---------- Given records ----------

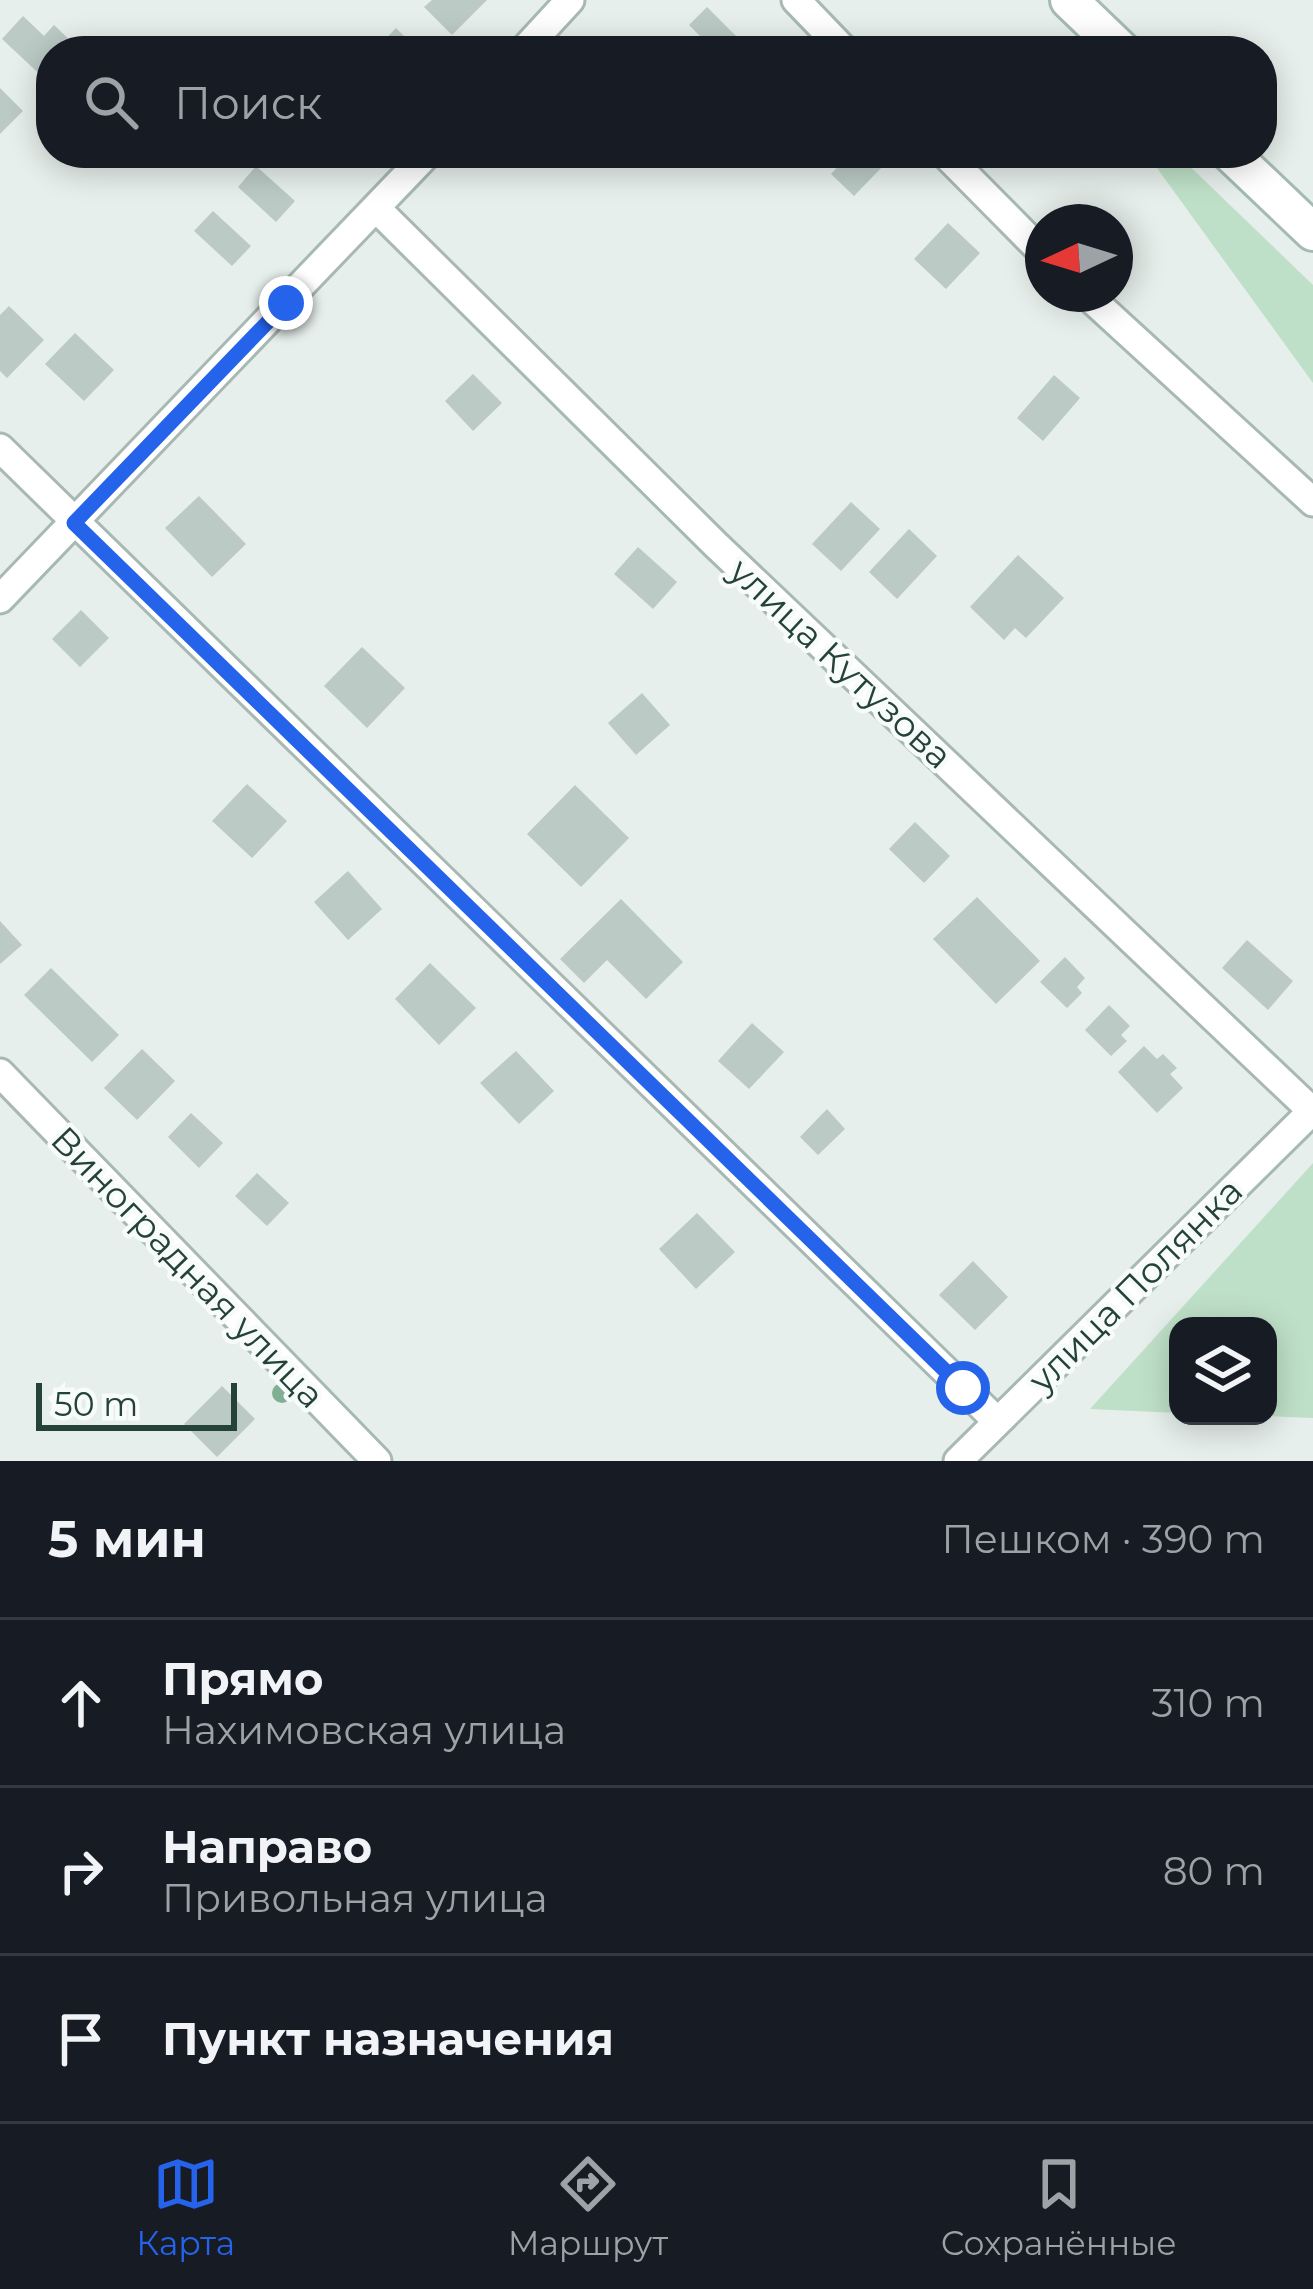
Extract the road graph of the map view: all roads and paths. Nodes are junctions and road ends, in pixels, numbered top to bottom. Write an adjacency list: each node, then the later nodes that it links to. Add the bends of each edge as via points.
1 (570, 0): 4 (street)
2 (796, 0): 5 (street)
3 (1069, 0): 6 (main road)
4 (537, 36)
5 (831, 36)
6 (1107, 36)
7 (414, 168): 10 (street)
8 (959, 168): 12 (street)
9 (1246, 168): 11 (main road)
10 (376, 209): 16 (street); 19 (street, улица Кутузова, via 716,545)
11 (1313, 232)
12 (1025, 235)
13 (1106, 312): 15 (street)
14 (0, 448): 16 (street)
15 (1313, 502)
16 (74, 523): 17 (street); 20 (street)
17 (0, 599)
18 (0, 1073): 21 (street, Виноградная улица)
19 (1313, 1110): 20 (street, улица Полянка)
20 (998, 1421): 22 (street, улица Полянка)
21 (376, 1461)
22 (958, 1461)

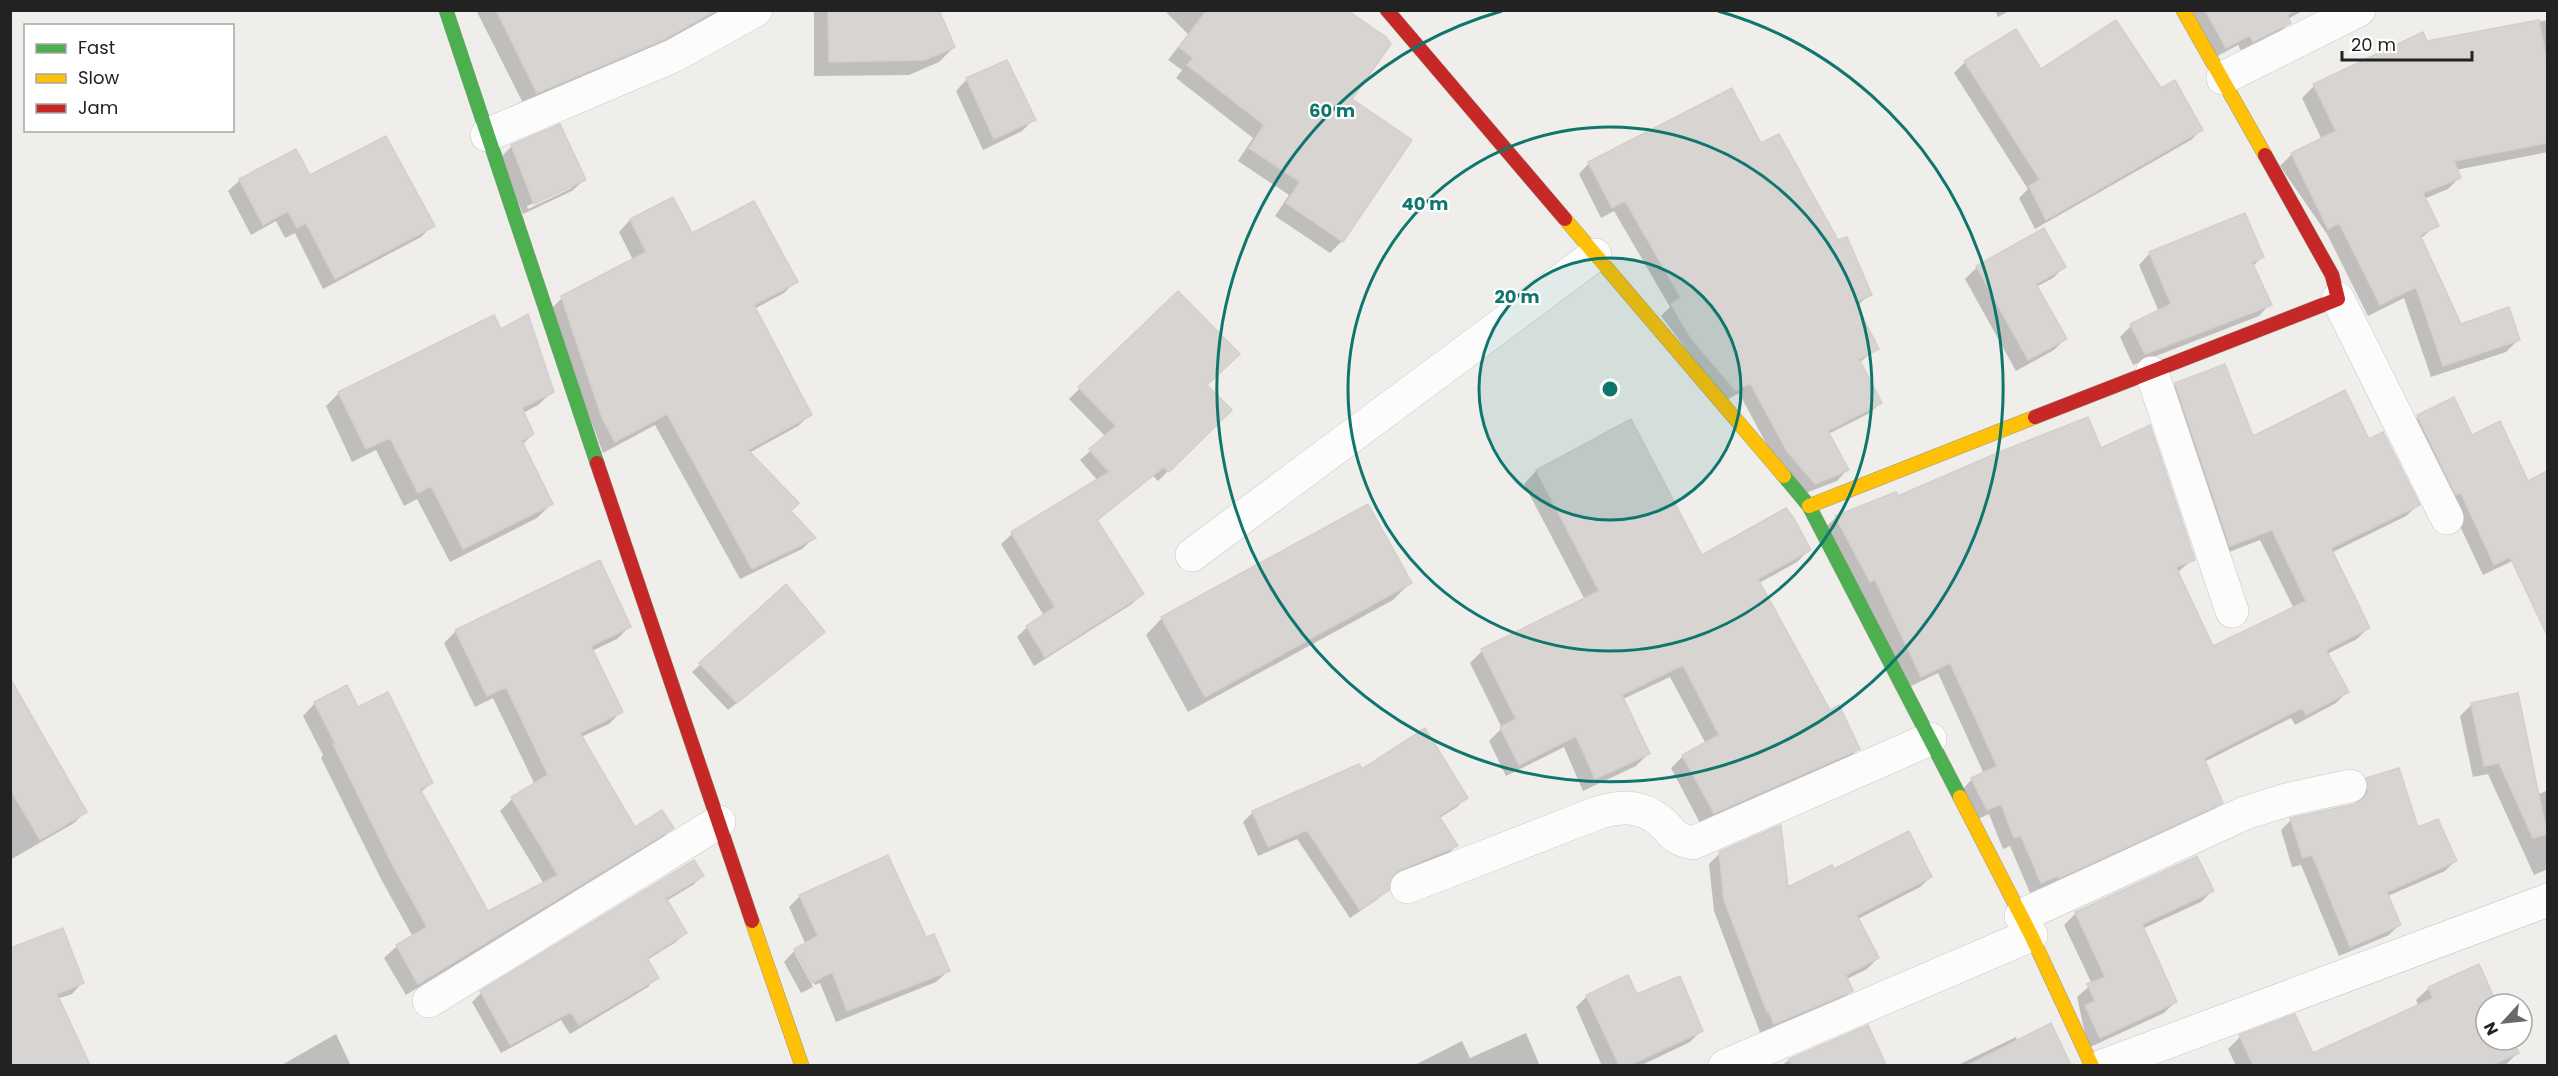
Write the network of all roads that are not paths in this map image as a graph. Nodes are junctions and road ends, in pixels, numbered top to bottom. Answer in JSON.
{"nodes":[{"id":1,"x":446,"y":10,"type":"edge"},
{"id":2,"x":756,"y":10,"type":"edge"},
{"id":3,"x":1387,"y":10,"type":"edge"},
{"id":4,"x":2183,"y":10,"type":"edge"},
{"id":5,"x":2359,"y":10,"type":"edge"},
{"id":6,"x":2223,"y":78,"type":"junction"},
{"id":7,"x":488,"y":135,"type":"junction"},
{"id":8,"x":1595,"y":255,"type":"junction"},
{"id":9,"x":2338,"y":299,"type":"junction"},
{"id":10,"x":2151,"y":373,"type":"junction"},
{"id":11,"x":1809,"y":506,"type":"junction"},
{"id":12,"x":2447,"y":518,"type":"dead end"},
{"id":13,"x":1192,"y":555,"type":"dead end"},
{"id":14,"x":2232,"y":611,"type":"dead end"},
{"id":15,"x":1930,"y":739,"type":"junction"},
{"id":16,"x":2350,"y":786,"type":"dead end"},
{"id":17,"x":719,"y":822,"type":"junction"},
{"id":18,"x":1407,"y":887,"type":"dead end"},
{"id":19,"x":2547,"y":900,"type":"edge"},
{"id":20,"x":2026,"y":925,"type":"junction"},
{"id":21,"x":429,"y":1001,"type":"dead end"},
{"id":22,"x":802,"y":1065,"type":"edge"},
{"id":23,"x":1725,"y":1065,"type":"edge"},
{"id":24,"x":2092,"y":1065,"type":"edge"},
{"id":25,"x":2103,"y":1065,"type":"edge"}],
"edges":[{"from":1,"to":7,"type":"street"},
{"from":2,"to":7,"type":"street"},
{"from":3,"to":8,"type":"street"},
{"from":4,"to":6,"type":"street"},
{"from":5,"to":6,"type":"street"},
{"from":6,"to":9,"type":"street"},
{"from":7,"to":17,"type":"street"},
{"from":8,"to":11,"type":"street"},
{"from":8,"to":13,"type":"street"},
{"from":9,"to":10,"type":"street"},
{"from":9,"to":12,"type":"street"},
{"from":10,"to":11,"type":"street"},
{"from":10,"to":14,"type":"street"},
{"from":11,"to":15,"type":"street"},
{"from":15,"to":18,"type":"street"},
{"from":15,"to":20,"type":"street"},
{"from":16,"to":20,"type":"street"},
{"from":17,"to":21,"type":"street"},
{"from":17,"to":22,"type":"street"},
{"from":19,"to":25,"type":"street"},
{"from":20,"to":23,"type":"street"},
{"from":20,"to":24,"type":"street"}]}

----------

Activity →
Leaving every image behind, repeat the data in full and exactly.

Completed task →
Extract the road graph of the map view: all roads and paths. Nodes are junctions and road ends, in pixels, numbered top to bottom. Write an adjacency list: each node, then the later nodes that it links to. Add the bends of each edge as via points.
1 (570, 0): 4 (street)
2 (796, 0): 5 (street)
3 (1069, 0): 6 (main road)
4 (537, 36)
5 (831, 36)
6 (1107, 36)
7 (414, 168): 10 (street)
8 (959, 168): 12 (street)
9 (1246, 168): 11 (main road)
10 (376, 209): 16 (street); 19 (street, улица Кутузова, via 716,545)
11 (1313, 232)
12 (1025, 235)
13 (1106, 312): 15 (street)
14 (0, 448): 16 (street)
15 (1313, 502)
16 (74, 523): 17 (street); 20 (street)
17 (0, 599)
18 (0, 1073): 21 (street, Виноградная улица)
19 (1313, 1110): 20 (street, улица Полянка)
20 (998, 1421): 22 (street, улица Полянка)
21 (376, 1461)
22 (958, 1461)

Write the network of all roads that are not paths in this map image as a graph. Nodes are junctions and road ends, in pixels, numbered top to bottom. Answer in JSON.
{"nodes":[{"id":1,"x":446,"y":10,"type":"edge"},
{"id":2,"x":756,"y":10,"type":"edge"},
{"id":3,"x":1387,"y":10,"type":"edge"},
{"id":4,"x":2183,"y":10,"type":"edge"},
{"id":5,"x":2359,"y":10,"type":"edge"},
{"id":6,"x":2223,"y":78,"type":"junction"},
{"id":7,"x":488,"y":135,"type":"junction"},
{"id":8,"x":1595,"y":255,"type":"junction"},
{"id":9,"x":2338,"y":299,"type":"junction"},
{"id":10,"x":2151,"y":373,"type":"junction"},
{"id":11,"x":1809,"y":506,"type":"junction"},
{"id":12,"x":2447,"y":518,"type":"dead end"},
{"id":13,"x":1192,"y":555,"type":"dead end"},
{"id":14,"x":2232,"y":611,"type":"dead end"},
{"id":15,"x":1930,"y":739,"type":"junction"},
{"id":16,"x":2350,"y":786,"type":"dead end"},
{"id":17,"x":719,"y":822,"type":"junction"},
{"id":18,"x":1407,"y":887,"type":"dead end"},
{"id":19,"x":2547,"y":900,"type":"edge"},
{"id":20,"x":2026,"y":925,"type":"junction"},
{"id":21,"x":429,"y":1001,"type":"dead end"},
{"id":22,"x":802,"y":1065,"type":"edge"},
{"id":23,"x":1725,"y":1065,"type":"edge"},
{"id":24,"x":2092,"y":1065,"type":"edge"},
{"id":25,"x":2103,"y":1065,"type":"edge"}],
"edges":[{"from":1,"to":7,"type":"street"},
{"from":2,"to":7,"type":"street"},
{"from":3,"to":8,"type":"street"},
{"from":4,"to":6,"type":"street"},
{"from":5,"to":6,"type":"street"},
{"from":6,"to":9,"type":"street"},
{"from":7,"to":17,"type":"street"},
{"from":8,"to":11,"type":"street"},
{"from":8,"to":13,"type":"street"},
{"from":9,"to":10,"type":"street"},
{"from":9,"to":12,"type":"street"},
{"from":10,"to":11,"type":"street"},
{"from":10,"to":14,"type":"street"},
{"from":11,"to":15,"type":"street"},
{"from":15,"to":18,"type":"street"},
{"from":15,"to":20,"type":"street"},
{"from":16,"to":20,"type":"street"},
{"from":17,"to":21,"type":"street"},
{"from":17,"to":22,"type":"street"},
{"from":19,"to":25,"type":"street"},
{"from":20,"to":23,"type":"street"},
{"from":20,"to":24,"type":"street"}]}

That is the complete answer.